CHAVEZ'S GRAND CRUSADE | PART 3 OF 4
PART III | Nicaraguans wary of Chávez's largess
Venezuelan President Hugo Chávez has promised billions in aid to Nicaragua, but some question whether that country or its president, Daniel Ortega, have the most to gain.
By GLENN GARVIN AND MELISSA SANCHEZ
ggarvin@MiamiHerald.com
MANAGUA -- His childhood ambition to be a poet was sidetracked by his careers as a guerrilla leader and politician, but Daniel Ortega retains a keen artist's eye for symbolism, especially when it comes to crafting his image as a people's president.
When foreign leaders arrive here on state visits, Ortega picks them up not in a chauffeured limousine but a Mercedes-Benz SUV that he drives himself.
But intentionally or not, the symbolism turns even more potent when the guest is Venezuelan President Hugo Chávez. When that happens, Ortega gives him the car keys and Chávez gets behind the wheel.
Many Nicaraguans believe that's not the only time Chávez is in the driver's seat in their country. ''Ortega mentions Hugo Chávez more than I say the Hail Mary, and that's my favorite prayer,'' says businessman Adolfo Calero, a former congressman from the opposition Conservative Party. ``It's like Chávez is his father.''
No wonder. Since his fellow leftist Ortega returned from nearly two decades in political limbo to assume the presidency last year, Chávez has promised Nicaragua billions of dollars in aid -- including things as varied as enough half-price oil to run the country's economy for a year and a refinery to process it, and briefcases for teachers and pencils for their students.
The cascade of gifts -- part of Chávez's campaign to forge a coalition of left-wing Latin American governments as a counterweight to U.S. influence in the region -- has won him praise in some quarters and sounded alarm bells in others. A T-shirt popular with both admirers and detractors features a photo of Chávez and Ortega flanking Fidel Castro under the words, ``The Latin American Trinity.''
Nicaragua is just one recipient of aid that Chávez has showered on potential allies throughout the hemisphere (including heating oil for poverty-stricken households in the United States), bolstering his standing as the leader of the Latin American left and winning him both friends and enemies in large numbers.

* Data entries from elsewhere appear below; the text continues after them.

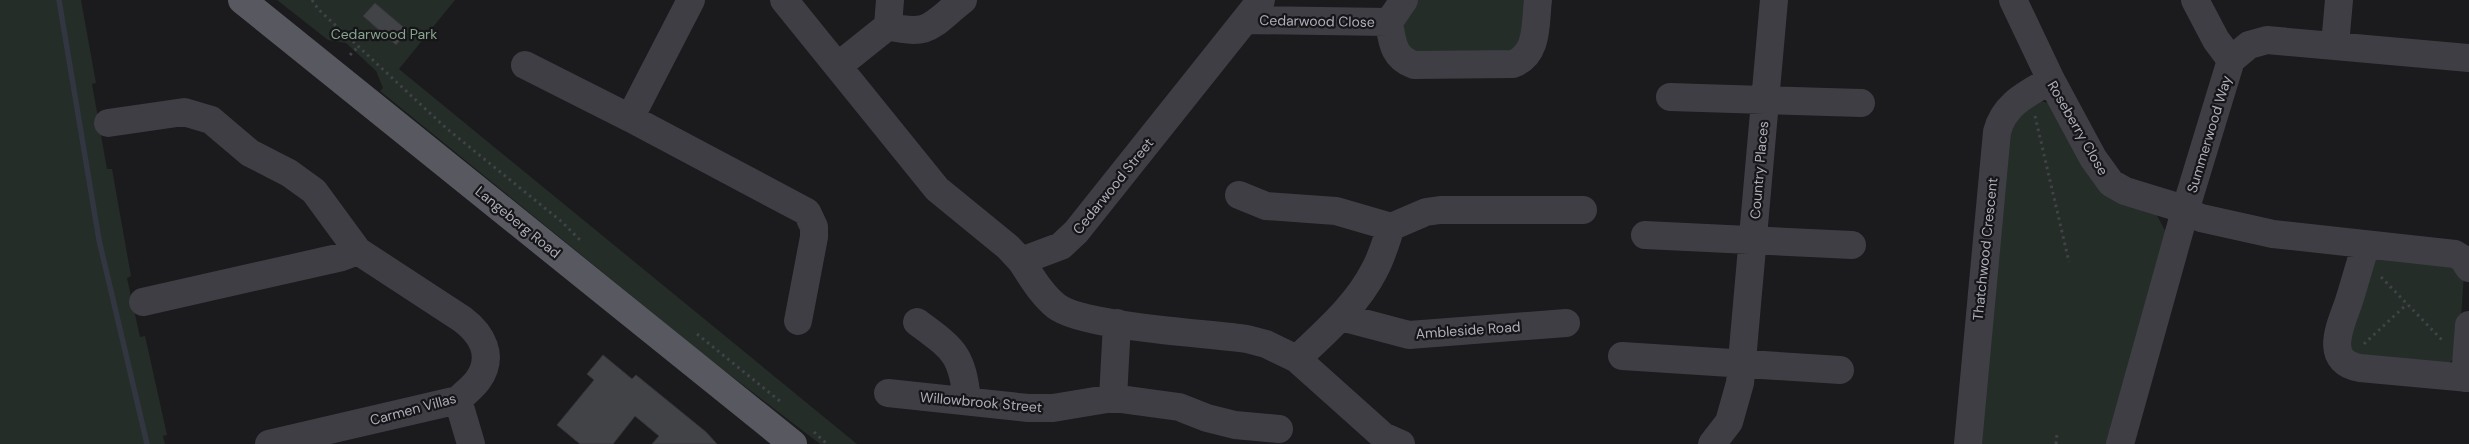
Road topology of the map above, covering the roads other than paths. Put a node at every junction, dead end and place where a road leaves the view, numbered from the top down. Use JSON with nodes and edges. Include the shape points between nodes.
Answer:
{"nodes":[{"id":1,"x":242,"y":0,"type":"edge"},
{"id":2,"x":691,"y":0,"type":"edge"},
{"id":3,"x":784,"y":0,"type":"edge"},
{"id":4,"x":963,"y":0,"type":"edge"},
{"id":5,"x":1538,"y":0,"type":"edge"},
{"id":6,"x":1774,"y":0,"type":"edge"},
{"id":7,"x":2013,"y":0,"type":"edge"},
{"id":8,"x":2195,"y":0,"type":"edge"},
{"id":9,"x":2339,"y":0,"type":"edge"},
{"id":10,"x":1253,"y":10,"type":"edge"},
{"id":11,"x":1397,"y":11,"type":"edge"},
{"id":12,"x":889,"y":13,"type":"edge"},
{"id":13,"x":2335,"y":45,"type":"junction"},
{"id":14,"x":2469,"y":58,"type":"edge"},
{"id":15,"x":2231,"y":60,"type":"junction"},
{"id":16,"x":525,"y":64,"type":"dead end"},
{"id":17,"x":838,"y":66,"type":"junction"},
{"id":18,"x":2051,"y":80,"type":"junction"},
{"id":19,"x":1670,"y":97,"type":"dead end"},
{"id":20,"x":1765,"y":100,"type":"junction"},
{"id":21,"x":1862,"y":104,"type":"dead end"},
{"id":22,"x":630,"y":118,"type":"junction"},
{"id":23,"x":108,"y":123,"type":"dead end"},
{"id":24,"x":1239,"y":195,"type":"dead end"},
{"id":25,"x":1583,"y":210,"type":"dead end"},
{"id":26,"x":2185,"y":211,"type":"junction"},
{"id":27,"x":1391,"y":226,"type":"junction"},
{"id":28,"x":1645,"y":235,"type":"dead end"},
{"id":29,"x":1753,"y":240,"type":"junction"},
{"id":30,"x":1852,"y":245,"type":"dead end"},
{"id":31,"x":358,"y":251,"type":"junction"},
{"id":32,"x":2364,"y":251,"type":"junction"},
{"id":33,"x":1021,"y":261,"type":"junction"},
{"id":34,"x":2469,"y":268,"type":"edge"},
{"id":35,"x":143,"y":302,"type":"dead end"},
{"id":36,"x":1341,"y":317,"type":"junction"},
{"id":37,"x":798,"y":321,"type":"dead end"},
{"id":38,"x":917,"y":322,"type":"dead end"},
{"id":39,"x":1117,"y":323,"type":"junction"},
{"id":40,"x":1566,"y":323,"type":"dead end"},
{"id":41,"x":2469,"y":325,"type":"edge"},
{"id":42,"x":1622,"y":356,"type":"dead end"},
{"id":43,"x":1297,"y":359,"type":"junction"},
{"id":44,"x":1742,"y":364,"type":"junction"},
{"id":45,"x":1840,"y":370,"type":"dead end"},
{"id":46,"x":2466,"y":373,"type":"edge"},
{"id":47,"x":888,"y":393,"type":"dead end"},
{"id":48,"x":1113,"y":398,"type":"junction"},
{"id":49,"x":458,"y":400,"type":"junction"},
{"id":50,"x":967,"y":400,"type":"junction"},
{"id":51,"x":1279,"y":429,"type":"dead end"},
{"id":52,"x":803,"y":437,"type":"edge"},
{"id":53,"x":269,"y":444,"type":"edge"},
{"id":54,"x":471,"y":444,"type":"edge"},
{"id":55,"x":1401,"y":444,"type":"edge"},
{"id":56,"x":1712,"y":444,"type":"edge"},
{"id":57,"x":1968,"y":444,"type":"edge"},
{"id":58,"x":2120,"y":444,"type":"edge"}],
"edges":[{"from":1,"to":52,"type":"main road","name":"Langeberg Road"},
{"from":2,"to":22,"type":"street"},
{"from":3,"to":17,"type":"street"},
{"from":4,"to":12,"type":"street","via":[[923,30],[908,32]]},
{"from":5,"to":11,"type":"street","name":"Cedarwood Close","via":[[1531,49],[1522,60],[1513,64],[1405,62],[1392,44]]},
{"from":6,"to":20,"type":"street","name":"Country Places"},
{"from":7,"to":18,"type":"street","name":"Roseberry Close"},
{"from":8,"to":15,"type":"street","via":[[2216,40]]},
{"from":9,"to":13,"type":"street"},
{"from":10,"to":11,"type":"street","name":"Cedarwood Close"},
{"from":10,"to":33,"type":"street","name":"Cedarwood Street","via":[[1073,236],[1061,246]]},
{"from":12,"to":17,"type":"street"},
{"from":13,"to":14,"type":"street","name":"Summerwood Way"},
{"from":13,"to":15,"type":"street","name":"Summerwood Way","via":[[2261,40]]},
{"from":15,"to":26,"type":"street","name":"Summerwood Way"},
{"from":16,"to":22,"type":"street"},
{"from":17,"to":33,"type":"street","via":[[937,189]]},
{"from":18,"to":26,"type":"street","name":"Roseberry Close","via":[[2093,158],[2111,183],[2125,191]]},
{"from":18,"to":57,"type":"street","name":"Thatchwood Crescent","via":[[2009,107],[1999,123]]},
{"from":19,"to":20,"type":"street","name":"Country Places"},
{"from":20,"to":21,"type":"street","name":"Country Places"},
{"from":20,"to":29,"type":"street","name":"Country Places"},
{"from":22,"to":37,"type":"street","via":[[807,212],[814,226],[814,237]]},
{"from":23,"to":31,"type":"street","name":"Carmen Villas","via":[[184,112],[210,120],[250,154],[288,173],[314,191]]},
{"from":24,"to":27,"type":"street","via":[[1266,206],[1344,212]]},
{"from":25,"to":27,"type":"street","via":[[1440,210]]},
{"from":26,"to":32,"type":"street","name":"Roseberry Close","via":[[2201,218]]},
{"from":26,"to":58,"type":"street","name":"Summerwood Way"},
{"from":27,"to":36,"type":"street","via":[[1374,270]]},
{"from":28,"to":29,"type":"street","name":"Country Places"},
{"from":29,"to":30,"type":"street","name":"Country Places"},
{"from":29,"to":44,"type":"street","name":"Country Places"},
{"from":31,"to":35,"type":"street"},
{"from":31,"to":49,"type":"street","name":"Carmen Villas","via":[[462,319],[482,338],[485,358],[482,373]]},
{"from":32,"to":34,"type":"street","name":"Roseberry Close","via":[[2455,254]]},
{"from":32,"to":46,"type":"street","via":[[2337,338],[2338,351],[2344,363],[2360,368]]},
{"from":33,"to":39,"type":"street","via":[[1045,296],[1065,312]]},
{"from":36,"to":40,"type":"street","name":"Ambleside Road","via":[[1416,335]]},
{"from":36,"to":43,"type":"street"},
{"from":38,"to":50,"type":"street","via":[[950,346],[965,376]]},
{"from":39,"to":43,"type":"street","via":[[1248,339]]},
{"from":39,"to":48,"type":"street"},
{"from":41,"to":46,"type":"street"},
{"from":42,"to":44,"type":"street"},
{"from":43,"to":55,"type":"street","via":[[1384,436]]},
{"from":44,"to":45,"type":"street"},
{"from":44,"to":56,"type":"street","name":"Country Places","via":[[1737,399],[1729,422]]},
{"from":47,"to":50,"type":"street","name":"Willowbrook Street"},
{"from":48,"to":50,"type":"street","name":"Willowbrook Street","via":[[1054,408]]},
{"from":48,"to":51,"type":"street","name":"Willowbrook Street","via":[[1180,407],[1235,425]]},
{"from":49,"to":53,"type":"street","name":"Carmen Villas"},
{"from":49,"to":54,"type":"street"}]}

He has lavished more money and attention on other countries, but it has triggered a bitter reaction in Nicaragua, where the United States spent hundreds of millions of dollars in the 1980s to stymie Ortega and his Sandinista party's Marxist bent.
ROOTS OF SKEPTICISM
Chávez's largess has now allowed Ortega and the Sandinistas to push their new government steadily leftward even though they control only a third of the Nicaraguan congress. And it has also raised hopes -- or fears -- that the Central American left, battered on the battlefield in the 1980s and at the ballot box since then, may be on the verge of a comeback. Parties built from former Marxist guerrilla movements now hold the presidency in Nicaragua and Guatemala and are considered a good bet in next year's elections in El Salvador.
But Chávez's aid has also prompted questions about the transparency of Ortega's government and its use of state funds, as well as a backlash among Nicaraguans who believe the Venezuelan president is seeking influence with promises that he can't possibly fulfill.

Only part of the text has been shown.